Par le prisme d’une amitié profonde qui tord le petit monde d’une adolescente solitaire et aigrie par le monde, The Edge of Seventeen est une proposition de coming of age extrêmement attachante où l’on prend un plaisir fou à suivre l’exubérante maladresse de sa protagoniste, sorte de machine à punchlines misanthropes qui cache son mal-être derrière sa prétendue sagesse. Hailee Steinfeld est une bombe qui excelle dans le comique et s’épanouit pleinement dans le dramatique, bâtissant le cœur battant à tout rompre d’un film follement romantique, sympathique et reconnaissable.

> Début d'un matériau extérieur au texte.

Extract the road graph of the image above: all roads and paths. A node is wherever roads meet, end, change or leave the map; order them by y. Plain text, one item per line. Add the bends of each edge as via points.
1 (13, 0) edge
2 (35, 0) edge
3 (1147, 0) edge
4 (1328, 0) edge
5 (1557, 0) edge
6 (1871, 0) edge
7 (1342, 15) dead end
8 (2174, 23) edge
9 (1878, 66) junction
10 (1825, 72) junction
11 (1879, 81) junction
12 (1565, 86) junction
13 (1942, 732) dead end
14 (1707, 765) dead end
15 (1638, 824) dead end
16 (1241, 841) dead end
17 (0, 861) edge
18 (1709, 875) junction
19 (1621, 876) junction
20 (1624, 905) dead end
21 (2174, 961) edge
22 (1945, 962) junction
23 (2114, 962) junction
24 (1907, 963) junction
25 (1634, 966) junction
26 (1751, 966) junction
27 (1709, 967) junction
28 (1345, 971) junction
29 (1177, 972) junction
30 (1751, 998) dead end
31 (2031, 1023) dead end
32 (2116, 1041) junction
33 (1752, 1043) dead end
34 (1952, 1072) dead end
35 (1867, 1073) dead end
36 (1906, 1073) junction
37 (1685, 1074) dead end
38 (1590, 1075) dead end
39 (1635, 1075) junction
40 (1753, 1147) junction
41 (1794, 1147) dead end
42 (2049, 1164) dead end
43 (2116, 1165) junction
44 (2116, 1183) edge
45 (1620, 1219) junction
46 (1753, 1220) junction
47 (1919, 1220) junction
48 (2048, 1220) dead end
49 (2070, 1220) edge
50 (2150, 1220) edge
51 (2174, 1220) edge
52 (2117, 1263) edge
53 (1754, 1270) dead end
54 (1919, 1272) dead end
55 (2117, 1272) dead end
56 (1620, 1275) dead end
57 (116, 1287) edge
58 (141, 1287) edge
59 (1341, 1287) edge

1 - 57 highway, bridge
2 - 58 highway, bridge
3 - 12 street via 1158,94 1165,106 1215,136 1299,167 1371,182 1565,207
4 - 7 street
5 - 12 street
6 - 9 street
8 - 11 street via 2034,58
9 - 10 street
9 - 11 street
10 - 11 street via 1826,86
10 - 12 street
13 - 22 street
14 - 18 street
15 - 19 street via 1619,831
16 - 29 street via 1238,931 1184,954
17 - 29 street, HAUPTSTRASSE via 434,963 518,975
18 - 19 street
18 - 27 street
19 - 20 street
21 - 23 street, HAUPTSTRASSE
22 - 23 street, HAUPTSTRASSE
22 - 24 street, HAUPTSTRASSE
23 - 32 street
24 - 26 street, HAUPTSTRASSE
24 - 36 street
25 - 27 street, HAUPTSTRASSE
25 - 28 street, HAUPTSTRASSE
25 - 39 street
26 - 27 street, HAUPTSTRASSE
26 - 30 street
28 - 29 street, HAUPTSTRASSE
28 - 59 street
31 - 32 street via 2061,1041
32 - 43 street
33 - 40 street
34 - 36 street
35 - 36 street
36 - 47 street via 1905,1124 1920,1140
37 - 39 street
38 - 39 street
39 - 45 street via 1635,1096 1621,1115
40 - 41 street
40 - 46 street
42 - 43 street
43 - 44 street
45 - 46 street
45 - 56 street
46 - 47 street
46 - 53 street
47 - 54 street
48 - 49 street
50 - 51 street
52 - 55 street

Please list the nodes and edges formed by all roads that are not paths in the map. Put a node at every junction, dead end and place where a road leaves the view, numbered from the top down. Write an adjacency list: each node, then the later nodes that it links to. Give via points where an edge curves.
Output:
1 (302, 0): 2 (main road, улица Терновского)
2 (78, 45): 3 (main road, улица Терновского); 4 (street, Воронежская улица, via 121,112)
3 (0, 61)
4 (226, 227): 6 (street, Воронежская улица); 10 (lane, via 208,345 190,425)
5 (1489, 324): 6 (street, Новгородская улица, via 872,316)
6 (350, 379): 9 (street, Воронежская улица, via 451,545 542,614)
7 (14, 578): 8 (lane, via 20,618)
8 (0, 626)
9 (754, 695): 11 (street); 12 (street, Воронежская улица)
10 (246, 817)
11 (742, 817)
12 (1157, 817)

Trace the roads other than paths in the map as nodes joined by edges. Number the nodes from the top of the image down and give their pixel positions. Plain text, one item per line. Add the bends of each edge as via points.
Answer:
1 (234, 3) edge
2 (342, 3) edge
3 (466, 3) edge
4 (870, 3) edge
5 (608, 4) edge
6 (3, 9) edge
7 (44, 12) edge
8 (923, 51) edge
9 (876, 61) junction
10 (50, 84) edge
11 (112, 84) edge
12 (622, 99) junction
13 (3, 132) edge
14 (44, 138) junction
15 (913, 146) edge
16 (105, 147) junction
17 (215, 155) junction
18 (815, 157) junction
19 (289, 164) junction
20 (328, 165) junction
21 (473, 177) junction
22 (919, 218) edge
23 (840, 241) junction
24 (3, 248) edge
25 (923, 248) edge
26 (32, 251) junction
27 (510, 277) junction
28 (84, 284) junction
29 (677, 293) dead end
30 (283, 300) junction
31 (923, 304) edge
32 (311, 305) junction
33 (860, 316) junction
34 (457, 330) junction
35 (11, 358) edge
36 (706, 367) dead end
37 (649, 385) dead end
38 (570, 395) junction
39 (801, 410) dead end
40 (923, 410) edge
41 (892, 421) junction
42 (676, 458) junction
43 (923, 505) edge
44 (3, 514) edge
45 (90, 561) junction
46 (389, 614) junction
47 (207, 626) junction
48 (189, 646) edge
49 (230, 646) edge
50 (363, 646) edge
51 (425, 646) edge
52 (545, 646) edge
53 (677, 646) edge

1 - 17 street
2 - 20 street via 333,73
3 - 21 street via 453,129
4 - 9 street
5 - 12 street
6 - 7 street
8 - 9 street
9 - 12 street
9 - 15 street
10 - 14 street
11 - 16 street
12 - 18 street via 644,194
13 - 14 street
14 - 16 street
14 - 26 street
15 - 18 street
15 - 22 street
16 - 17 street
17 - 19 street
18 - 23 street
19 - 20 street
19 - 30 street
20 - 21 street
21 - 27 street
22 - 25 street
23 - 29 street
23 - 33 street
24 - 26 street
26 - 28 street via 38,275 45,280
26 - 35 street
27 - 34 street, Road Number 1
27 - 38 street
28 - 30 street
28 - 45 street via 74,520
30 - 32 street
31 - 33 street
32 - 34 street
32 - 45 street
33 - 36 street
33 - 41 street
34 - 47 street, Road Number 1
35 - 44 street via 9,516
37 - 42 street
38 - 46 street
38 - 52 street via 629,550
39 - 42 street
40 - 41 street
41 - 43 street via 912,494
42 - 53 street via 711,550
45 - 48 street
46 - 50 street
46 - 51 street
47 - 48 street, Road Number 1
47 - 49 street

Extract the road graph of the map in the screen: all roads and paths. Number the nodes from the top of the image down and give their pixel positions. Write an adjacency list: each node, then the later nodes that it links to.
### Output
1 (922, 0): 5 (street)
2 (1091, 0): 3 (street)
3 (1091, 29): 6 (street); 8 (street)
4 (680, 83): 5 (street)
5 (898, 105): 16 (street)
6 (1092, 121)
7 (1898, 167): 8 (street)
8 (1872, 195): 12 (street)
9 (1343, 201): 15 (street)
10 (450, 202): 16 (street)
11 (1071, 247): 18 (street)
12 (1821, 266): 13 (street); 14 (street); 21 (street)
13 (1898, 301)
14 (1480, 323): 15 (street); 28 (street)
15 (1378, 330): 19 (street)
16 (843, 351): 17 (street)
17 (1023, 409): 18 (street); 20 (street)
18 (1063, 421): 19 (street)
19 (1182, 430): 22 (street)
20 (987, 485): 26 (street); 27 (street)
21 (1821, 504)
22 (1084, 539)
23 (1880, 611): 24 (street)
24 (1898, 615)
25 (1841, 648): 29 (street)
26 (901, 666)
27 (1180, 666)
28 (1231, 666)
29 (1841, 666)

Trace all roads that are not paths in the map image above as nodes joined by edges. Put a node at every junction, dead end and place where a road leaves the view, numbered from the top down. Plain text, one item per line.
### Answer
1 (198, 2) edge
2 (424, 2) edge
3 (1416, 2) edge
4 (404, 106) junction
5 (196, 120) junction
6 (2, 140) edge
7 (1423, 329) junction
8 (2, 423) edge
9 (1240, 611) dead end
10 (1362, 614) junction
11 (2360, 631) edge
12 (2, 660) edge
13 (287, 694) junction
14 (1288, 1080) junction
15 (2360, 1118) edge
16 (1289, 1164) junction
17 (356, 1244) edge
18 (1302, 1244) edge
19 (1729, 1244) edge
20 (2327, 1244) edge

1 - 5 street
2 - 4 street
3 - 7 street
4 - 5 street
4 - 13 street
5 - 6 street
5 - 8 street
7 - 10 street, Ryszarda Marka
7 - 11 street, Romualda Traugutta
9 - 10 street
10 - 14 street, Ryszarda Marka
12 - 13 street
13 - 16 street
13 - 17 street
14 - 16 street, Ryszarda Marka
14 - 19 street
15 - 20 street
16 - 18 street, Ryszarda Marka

Nadine est imparfaite, fait bon nombre d’erreurs sur son chemin, mais Nadine reste une adolescente aux émotions complexes et bouillonnantes, dont la virée aléatoire et sentimentale dépeinte par le film renvoie une douce sensation de nostalgie et de chaleur. En dépit des drames, des purs moments de malaise et des angoisses existentielles, Kelly Fremon Craig signe une peinture très habile et profondément bien racontée, offrant aux douleurs, aux peines et aux incompréhensions de l’adolescence une place de luxe qui dit toute la beauté de ses personnages à travers leurs plus gros défauts. Là où Nadine voit le pire en chaque personne, The Edge of Seventeen en sort le meilleur d’eux, et se fait médium d’un voyage initiatique qui décuple les émotions par mille pour offrir toujours plus de bienveillance et de vannes tordues pour pouvoir, peut-être, apercevoir une lueur d’espoir au bout du chemin. Un joli résumé de l’adolescence, donc.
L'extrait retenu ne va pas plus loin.